++++ Exercise materials
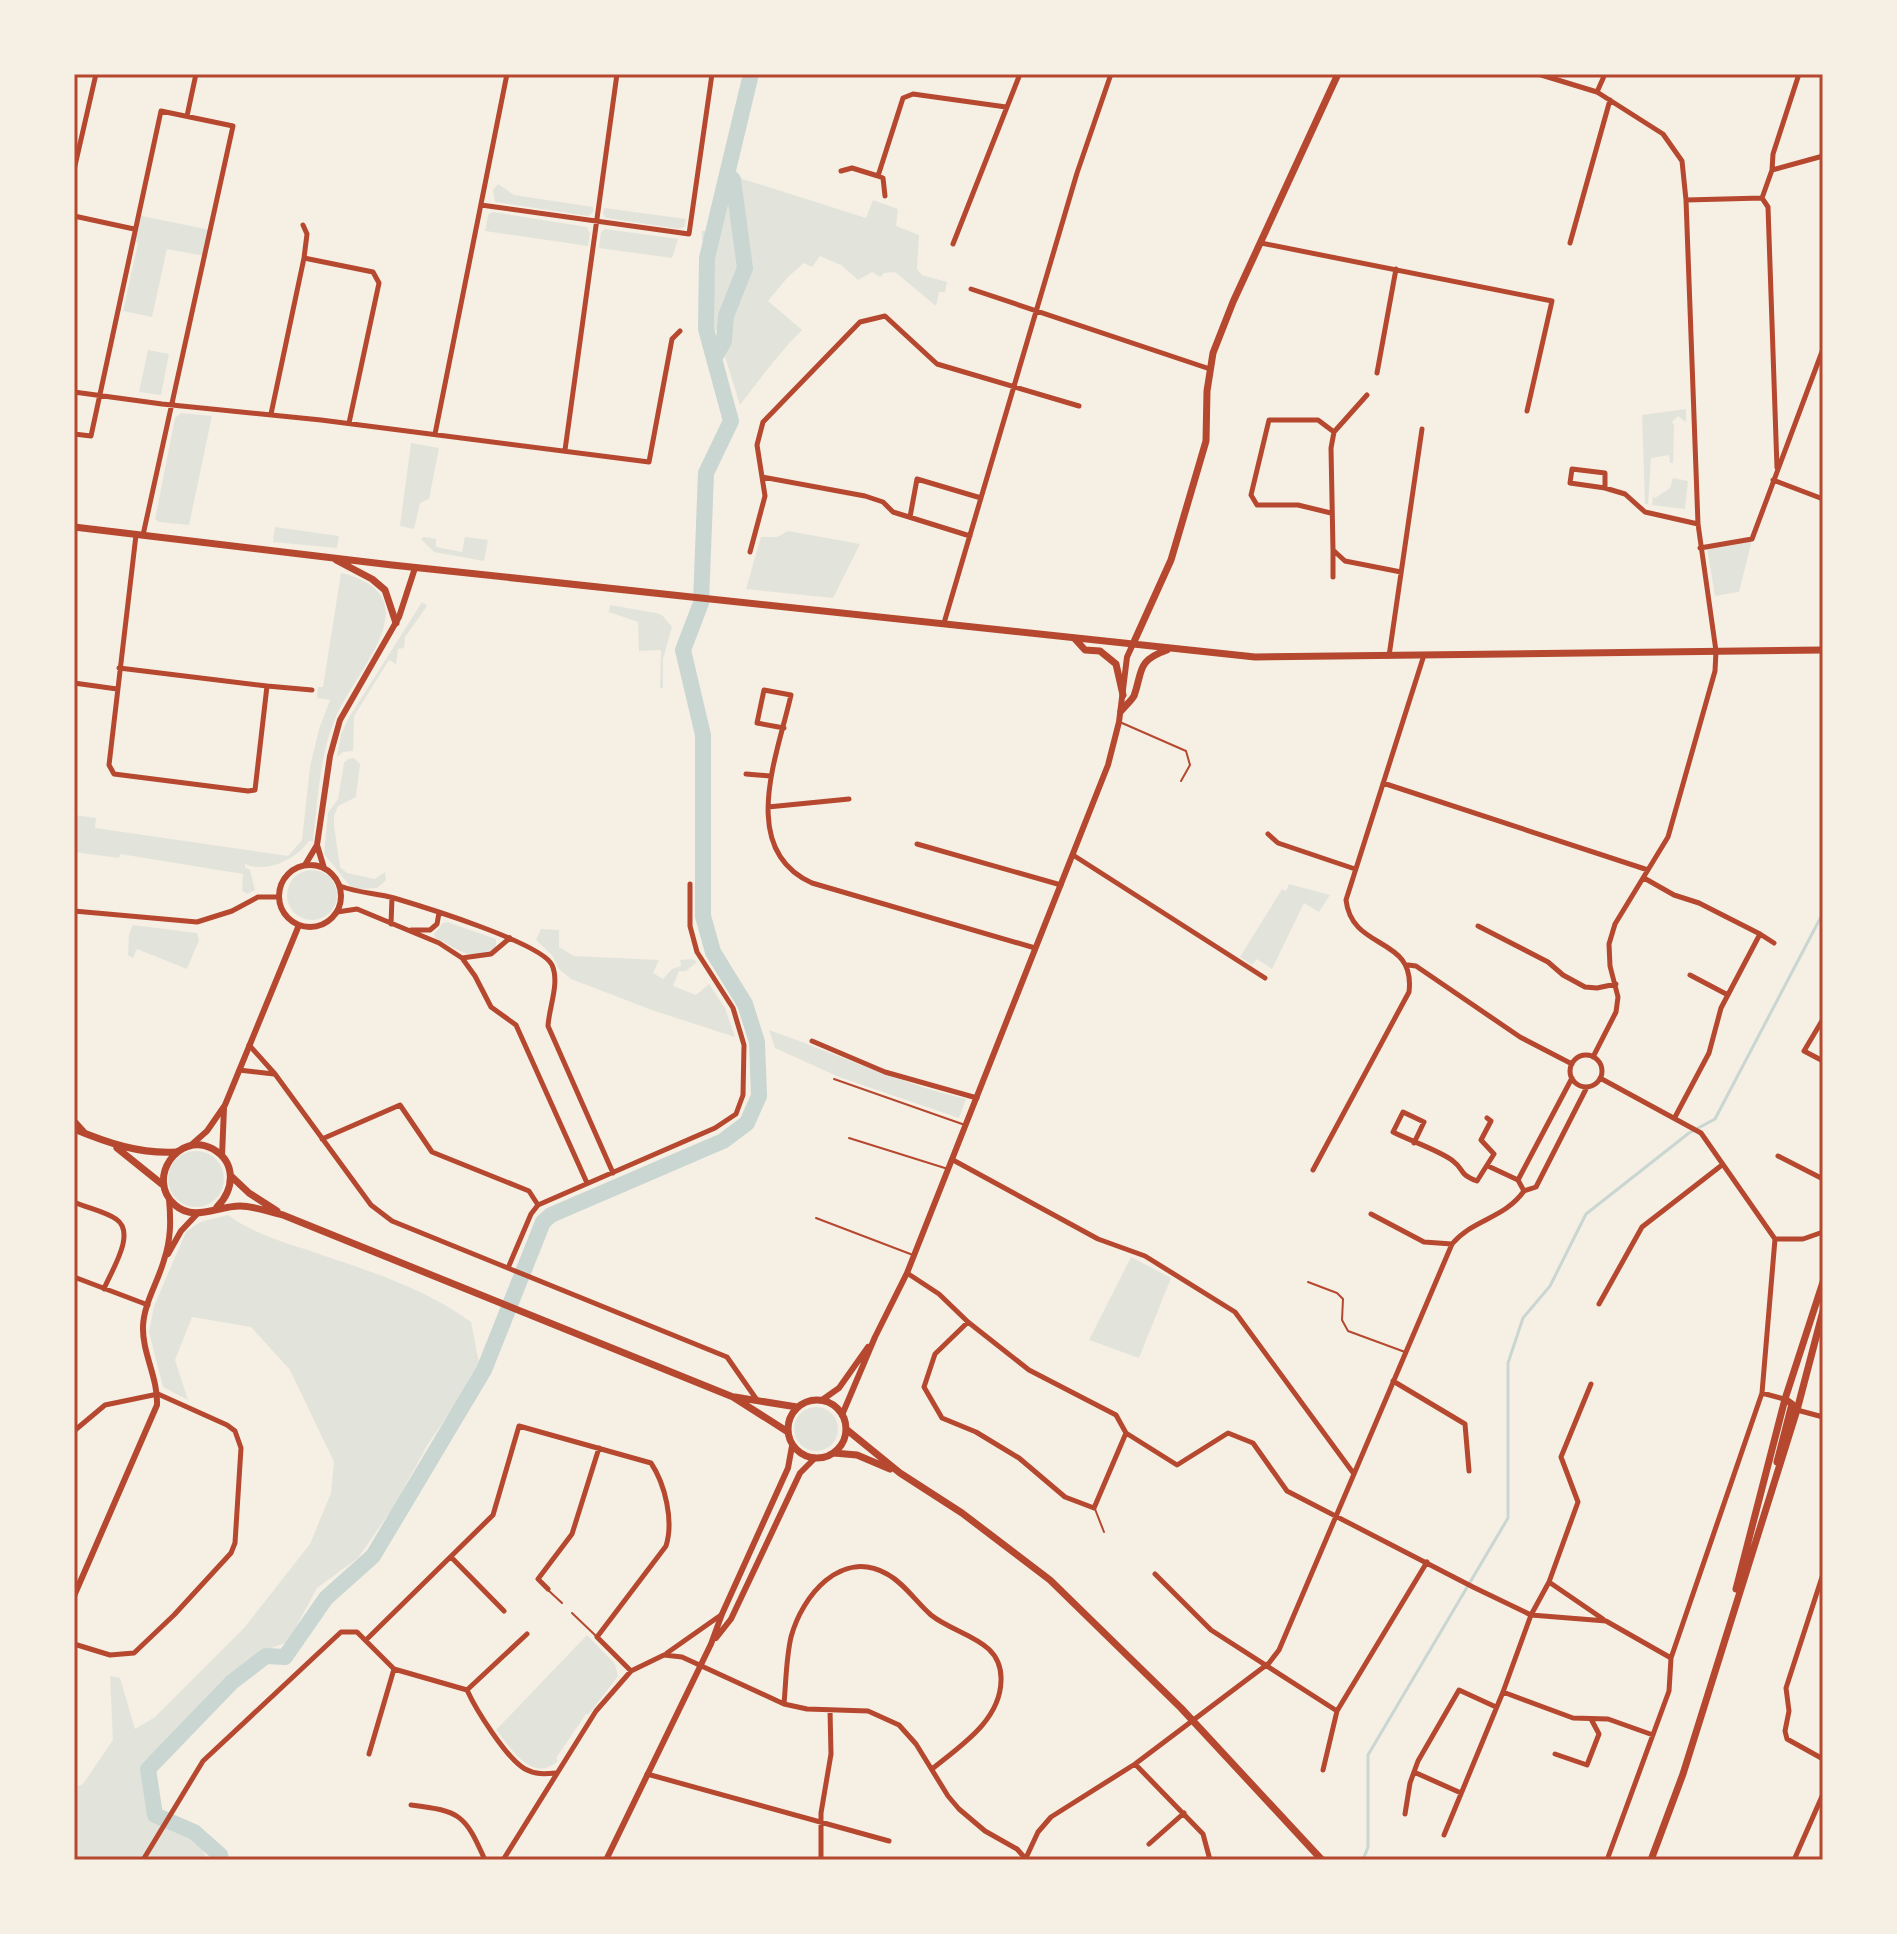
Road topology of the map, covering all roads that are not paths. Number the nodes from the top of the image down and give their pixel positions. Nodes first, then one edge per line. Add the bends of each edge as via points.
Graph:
1 (96, 74) edge
2 (196, 74) edge
3 (507, 74) edge
4 (617, 74) edge
5 (712, 74) edge
6 (1020, 74) edge
7 (1111, 74) edge
8 (1338, 74) edge
9 (1538, 74) edge
10 (1605, 74) edge
11 (1799, 74) edge
12 (1597, 92) junction
13 (1610, 100) junction
14 (1006, 107) junction
15 (187, 116) junction
16 (1823, 156) edge
17 (74, 170) edge
18 (1772, 170) junction
19 (841, 171) dead end
20 (878, 176) junction
21 (885, 196) dead end
22 (1762, 198) junction
23 (1686, 200) junction
24 (481, 205) junction
25 (74, 216) edge
26 (596, 222) junction
27 (303, 225) dead end
28 (134, 229) junction
29 (1261, 243) junction
30 (1570, 243) dead end
31 (953, 244) dead end
32 (304, 258) junction
33 (1396, 269) junction
34 (971, 289) dead end
35 (1037, 311) junction
36 (680, 331) dead end
37 (1823, 349) edge
38 (1210, 369) junction
39 (1377, 373) dead end
40 (1014, 386) junction
41 (74, 392) edge
42 (99, 395) junction
43 (1367, 395) dead end
44 (172, 405) junction
45 (1079, 406) dead end
46 (1527, 411) dead end
47 (271, 414) junction
48 (349, 423) junction
49 (1422, 429) dead end
50 (1334, 432) junction
51 (74, 434) edge
52 (435, 434) junction
53 (565, 450) junction
54 (1777, 468) junction
55 (762, 477) junction
56 (1773, 480) junction
57 (1605, 488) junction
58 (981, 498) junction
59 (1823, 499) edge
60 (1331, 513) junction
61 (910, 517) junction
62 (1698, 524) junction
63 (74, 527) edge
64 (140, 534) junction
65 (970, 536) junction
66 (1700, 548) junction
67 (1333, 550) junction
68 (750, 552) dead end
69 (331, 558) junction
70 (415, 568) junction
71 (1401, 572) junction
72 (1333, 577) dead end
73 (396, 623) junction
74 (944, 623) junction
75 (1074, 638) junction
76 (1133, 644) junction
77 (1171, 649) junction
78 (1823, 650) edge
79 (1716, 651) junction
80 (1424, 655) junction
81 (1389, 656) junction
82 (119, 668) junction
83 (74, 683) edge
84 (267, 686) junction
85 (117, 689) junction
86 (312, 690) dead end
87 (1123, 695) junction
88 (1121, 711) junction
89 (1119, 722) junction
90 (784, 728) junction
91 (746, 774) dead end
92 (770, 776) junction
93 (1181, 781) dead end
94 (1383, 783) junction
95 (849, 799) dead end
96 (768, 807) junction
97 (1268, 834) dead end
98 (917, 844) dead end
99 (317, 845) junction
100 (1073, 855) junction
101 (305, 865) junction
102 (324, 868) junction
103 (1355, 869) junction
104 (1648, 870) junction
105 (1644, 878) junction
106 (690, 884) dead end
107 (1061, 885) junction
108 (340, 886) junction
109 (279, 897) junction
110 (392, 898) junction
111 (74, 911) edge
112 (337, 912) junction
113 (439, 913) junction
114 (391, 924) junction
115 (299, 925) junction
116 (1478, 926) dead end
117 (402, 929) junction
118 (1760, 934) junction
119 (510, 938) junction
120 (1774, 943) dead end
121 (1035, 948) junction
122 (462, 958) junction
123 (1408, 965) junction
124 (1690, 975) dead end
125 (1265, 978) dead end
126 (1616, 984) junction
127 (1728, 995) junction
128 (1823, 1019) edge
129 (812, 1041) dead end
130 (248, 1044) junction
131 (1593, 1057) junction
132 (1823, 1061) edge
133 (1572, 1064) junction
134 (239, 1070) junction
135 (275, 1074) junction
136 (1572, 1078) junction
137 (1600, 1078) junction
138 (834, 1079) dead end
139 (1587, 1087) junction
140 (977, 1098) junction
141 (225, 1105) junction
142 (1675, 1117) junction
143 (1487, 1118) dead end
144 (74, 1120) edge
145 (967, 1125) junction
146 (74, 1129) edge
147 (88, 1134) junction
148 (849, 1138) dead end
149 (322, 1139) junction
150 (1414, 1143) junction
151 (112, 1145) junction
152 (190, 1146) junction
153 (176, 1152) junction
154 (222, 1156) junction
155 (1778, 1156) dead end
156 (953, 1160) junction
157 (1722, 1165) junction
158 (1488, 1166) junction
159 (949, 1169) junction
160 (1313, 1170) dead end
161 (613, 1173) junction
162 (231, 1176) junction
163 (1823, 1179) edge
164 (1518, 1180) junction
165 (587, 1183) junction
166 (163, 1185) junction
167 (1524, 1191) junction
168 (169, 1199) junction
169 (74, 1202) edge
170 (538, 1205) junction
171 (217, 1207) junction
172 (197, 1214) junction
173 (1371, 1214) dead end
174 (283, 1215) junction
175 (816, 1218) dead end
176 (1823, 1232) edge
177 (1775, 1239) junction
178 (1452, 1244) junction
179 (914, 1255) junction
180 (164, 1260) junction
181 (508, 1268) junction
182 (907, 1273) junction
183 (74, 1277) edge
184 (1308, 1282) dead end
185 (1823, 1282) edge
186 (104, 1289) junction
187 (1599, 1304) dead end
188 (148, 1305) junction
189 (1823, 1311) edge
190 (968, 1322) junction
191 (875, 1337) junction
192 (1406, 1353) junction
193 (1393, 1381) junction
194 (1591, 1384) dead end
195 (1762, 1393) junction
196 (158, 1394) junction
197 (733, 1397) junction
198 (1785, 1399) junction
199 (758, 1400) junction
200 (822, 1400) junction
201 (797, 1407) junction
202 (1797, 1410) junction
203 (842, 1415) junction
204 (1823, 1417) edge
205 (75, 1429) edge
206 (846, 1429) junction
207 (788, 1432) junction
208 (1126, 1433) junction
209 (792, 1446) junction
210 (599, 1448) junction
211 (833, 1453) junction
212 (815, 1458) junction
213 (1469, 1471) dead end
214 (900, 1473) junction
215 (1354, 1474) junction
216 (1770, 1495) junction
217 (1094, 1508) junction
218 (1337, 1517) junction
219 (1104, 1532) dead end
220 (451, 1557) junction
221 (1427, 1562) junction
222 (1155, 1574) dead end
223 (1823, 1574) edge
224 (1549, 1582) junction
225 (548, 1589) joint
226 (74, 1596) edge
227 (562, 1603) dead end
228 (504, 1611) dead end
229 (572, 1613) dead end
230 (722, 1614) junction
231 (1531, 1615) junction
232 (1606, 1621) junction
233 (527, 1634) dead end
234 (597, 1637) junction
235 (366, 1640) junction
236 (74, 1644) edge
237 (711, 1644) junction
238 (664, 1655) junction
239 (1671, 1658) junction
240 (701, 1665) junction
241 (1265, 1666) junction
242 (394, 1669) junction
243 (631, 1671) junction
244 (1713, 1677) junction
245 (467, 1690) junction
246 (1503, 1692) junction
247 (784, 1704) junction
248 (1496, 1707) junction
249 (830, 1710) junction
250 (1337, 1711) junction
251 (1591, 1719) junction
252 (1653, 1735) junction
253 (369, 1754) dead end
254 (1555, 1754) dead end
255 (1823, 1759) edge
256 (1135, 1764) junction
257 (932, 1769) junction
258 (1323, 1770) dead end
259 (1414, 1772) junction
260 (557, 1773) junction
261 (646, 1774) junction
262 (1461, 1793) junction
263 (1823, 1794) edge
264 (411, 1805) dead end
265 (1184, 1813) junction
266 (1405, 1814) dead end
267 (821, 1823) junction
268 (1444, 1835) dead end
269 (889, 1841) dead end
270 (1149, 1844) dead end
271 (1025, 1859) edge
272 (143, 1860) edge
273 (485, 1860) edge
274 (503, 1860) edge
275 (606, 1860) edge
276 (821, 1860) edge
277 (1210, 1860) edge
278 (1322, 1860) edge
279 (1607, 1860) edge
280 (1651, 1860) edge
281 (1794, 1860) edge

1 - 17 street
2 - 15 street
3 - 24 street
4 - 26 street
5 - 26 street via 689,234
6 - 14 street
7 - 35 street
8 - 29 main road
9 - 12 street
10 - 12 street
11 - 18 street
12 - 13 street
13 - 23 street via 1674,146 1682,161
13 - 30 street
14 - 20 street via 913,94 903,98
14 - 31 street
15 - 28 street via 161,111
15 - 44 street via 233,126
16 - 18 street
18 - 22 street
19 - 20 street via 852,168
20 - 21 street via 883,178
22 - 23 street
22 - 54 street via 1768,207
23 - 62 street
24 - 26 street
24 - 52 street
25 - 28 street
26 - 53 street
27 - 32 street
28 - 42 street
29 - 33 street
29 - 38 main road
32 - 47 street
32 - 48 street via 373,272 379,283
33 - 39 street
33 - 46 street via 1552,301
34 - 35 street
35 - 38 street
35 - 40 street
36 - 53 street via 672,339 649,462
37 - 54 street
38 - 76 main road via 1206,441 1171,560
40 - 45 street
40 - 55 street via 937,364 885,316 860,322 763,422 757,445
40 - 58 street
41 - 42 street
42 - 44 street
42 - 51 street via 91,436
43 - 50 street
44 - 47 street
44 - 64 street
47 - 48 street
48 - 52 street
49 - 71 street
50 - 60 street
50 - 60 street via 1318,420 1269,420 1251,495 1257,505 1298,505
52 - 53 street
54 - 56 street
55 - 61 street via 865,496
55 - 68 street via 765,496
56 - 59 street
56 - 66 street via 1752,539
57 - 57 street via 1570,483 1572,469 1605,473
57 - 62 street via 1625,494 1645,512
58 - 61 street via 917,479
58 - 65 street
60 - 67 street
61 - 65 street
62 - 66 street
63 - 64 main road
64 - 69 main road
64 - 82 street
65 - 74 street
66 - 79 street
67 - 71 street via 1345,561
67 - 72 street
69 - 70 main road
69 - 73 main road via 385,590
70 - 73 street
70 - 74 main road
71 - 81 street
73 - 99 street via 340,720
74 - 75 main road
75 - 76 main road
75 - 87 main road via 1085,650 1100,651 1116,664
76 - 77 main road
76 - 87 street
77 - 81 main road via 1255,657
77 - 88 main road via 1146,662 1133,698
78 - 79 main road
79 - 80 main road
79 - 104 street via 1715,671 1668,837
80 - 81 main road
80 - 94 street
82 - 84 street
82 - 85 street
83 - 85 street
84 - 85 street via 255,790 248,791 114,774 109,765
84 - 86 street
87 - 88 street
88 - 89 street
89 - 93 lane via 1186,751 1190,765
89 - 100 street
90 - 90 street via 791,695 764,690 757,723
90 - 92 street
91 - 92 street
92 - 96 street
94 - 103 street
94 - 104 street
95 - 96 street
96 - 121 street via 778,855 798,877
97 - 103 street via 1278,843
98 - 107 street
99 - 101 street
99 - 102 street
100 - 107 street
100 - 125 street
101 - 102 street
101 - 109 street via 284,879
102 - 108 street
103 - 123 street via 1346,900 1348,914 1356,927
104 - 105 street
105 - 118 street
105 - 126 street via 1615,924 1609,944
106 - 161 street via 690,926 697,952 733,1008 741,1031 743,1095 736,1114 715,1128
107 - 121 street
108 - 110 street
108 - 112 street
109 - 111 street via 258,897 197,922
109 - 115 street via 284,914
110 - 113 street
110 - 114 street
112 - 114 street via 357,909
112 - 115 street via 325,924
113 - 117 street via 430,930
113 - 119 street
114 - 117 street
115 - 130 street
116 - 126 street via 1585,987
117 - 122 street
118 - 120 street
118 - 127 street
119 - 122 street via 491,954
119 - 161 street via 543,953 553,966 548,1026
121 - 140 street
122 - 165 street via 491,1007 516,1025
123 - 133 street
123 - 160 street via 1409,992
124 - 127 street
126 - 131 street via 1616,1012
127 - 142 street via 1709,1053
128 - 132 street via 1804,1051
129 - 140 street via 885,1072
130 - 134 street
130 - 135 street
131 - 133 street via 1583,1055
131 - 137 street via 1600,1064
133 - 136 street
134 - 135 street
134 - 141 street
135 - 149 street
136 - 139 street
136 - 164 street
137 - 139 street
137 - 142 street
138 - 145 lane
139 - 167 street via 1536,1187
140 - 145 street
141 - 152 street
141 - 154 street
142 - 157 street via 1701,1133
143 - 158 street via 1491,1121 1481,1140 1494,1154
144 - 147 street
145 - 156 street
146 - 147 main road
147 - 151 main road
148 - 159 lane
149 - 170 street via 400,1105 432,1152 529,1191
149 - 181 street via 382,1215
150 - 150 street via 1424,1122 1403,1112 1393,1132
150 - 158 street via 1454,1161 1463,1176 1477,1181
151 - 153 main road
151 - 166 main road
152 - 153 main road
152 - 154 main road via 208,1147
153 - 166 main road via 165,1167
154 - 162 main road
155 - 163 street
156 - 159 street
156 - 215 street via 1098,1239 1145,1256 1235,1312
157 - 177 street
157 - 187 street via 1642,1227
158 - 164 street
159 - 179 street
161 - 165 street
162 - 171 main road via 230,1188
162 - 174 main road
164 - 167 street
165 - 170 street
166 - 168 main road
167 - 178 street via 1503,1213 1463,1231
168 - 172 main road
168 - 180 street via 171,1228
169 - 186 street via 124,1227 125,1238
170 - 181 street
171 - 172 main road
171 - 174 main road via 244,1206
172 - 180 street
173 - 178 street via 1424,1242
174 - 197 main road
175 - 179 lane
176 - 177 street via 1803,1239
177 - 195 street
178 - 192 street
179 - 182 street
180 - 188 street
181 - 199 street via 727,1357
182 - 190 street
182 - 191 street
183 - 186 street
184 - 192 lane via 1343,1299 1342,1320 1348,1331
185 - 198 main road
186 - 188 street
188 - 196 street via 143,1326
189 - 202 main road
190 - 208 street via 1029,1370 1116,1415
190 - 217 street via 935,1354 924,1387 942,1418 1019,1458 1065,1497
191 - 200 street via 839,1388
191 - 203 street
192 - 193 street
193 - 213 street via 1465,1424
193 - 215 street
194 - 224 street via 1561,1457 1578,1502
195 - 198 street
195 - 239 street
196 - 205 street via 105,1405
196 - 226 street via 135,1460
196 - 236 street via 227,1425 239,1438 235,1543 221,1567 141,1649 119,1656
197 - 199 main road
197 - 207 main road
198 - 216 main road via 1792,1404
198 - 244 main road
199 - 201 main road
200 - 201 main road
200 - 203 main road
201 - 207 main road
202 - 204 street
202 - 216 main road
203 - 206 main road
206 - 211 main road
206 - 214 main road
207 - 209 main road
208 - 217 street
208 - 218 street via 1177,1465 1228,1433 1253,1443 1287,1491
209 - 212 main road
209 - 230 street via 788,1468
210 - 220 street via 519,1426 493,1515
210 - 225 street via 572,1534 538,1579
210 - 234 street via 651,1463 660,1476 670,1532 666,1546
211 - 212 main road
211 - 214 main road via 857,1455
212 - 237 street via 800,1473 731,1619
214 - 278 main road via 1050,1580 1181,1708
215 - 218 street
216 - 244 main road
217 - 219 lane
218 - 221 street
218 - 241 street via 1279,1650
220 - 228 street
220 - 235 street
221 - 231 street
221 - 250 street
222 - 241 street via 1211,1630
223 - 255 street via 1786,1688 1785,1731 1787,1739
224 - 231 street
224 - 232 street
225 - 227 lane
229 - 234 lane
230 - 237 street
230 - 238 street
231 - 232 street
231 - 246 street
232 - 239 street
233 - 245 street
234 - 243 street
235 - 242 street
235 - 272 street via 357,1632 341,1632 203,1761
237 - 240 street
238 - 240 street
238 - 243 street
239 - 252 street via 1669,1691
240 - 247 street
240 - 261 street
241 - 250 street
241 - 256 street
242 - 245 street
242 - 253 street
243 - 260 street via 596,1711
244 - 280 main road
245 - 260 street via 477,1712 522,1768 540,1775
246 - 248 street
246 - 251 street via 1573,1718
247 - 249 street
247 - 257 street via 792,1635 813,1593 845,1569 874,1568 903,1586 934,1618 988,1647 1001,1670 1002,1683 988,1718
248 - 259 street via 1459,1690
248 - 262 street
249 - 257 street via 868,1711 899,1725
249 - 267 street via 831,1754
250 - 258 street
251 - 252 street via 1608,1719
251 - 254 street via 1599,1734 1587,1765
252 - 279 street
256 - 265 street
256 - 271 street via 1051,1817
257 - 271 street via 965,1815
259 - 262 street
259 - 266 street
260 - 274 street
261 - 267 street
261 - 275 street
262 - 268 street
263 - 281 street
264 - 273 street via 460,1816
265 - 270 street
265 - 277 street via 1203,1834
267 - 269 street
267 - 276 street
++++++++
Task to complete -> Wherever a line in the data above contains the word "lane", copy that line.

Written solution ->
89 - 93 lane via 1186,751 1190,765
138 - 145 lane
148 - 159 lane
175 - 179 lane
184 - 192 lane via 1343,1299 1342,1320 1348,1331
217 - 219 lane
225 - 227 lane
229 - 234 lane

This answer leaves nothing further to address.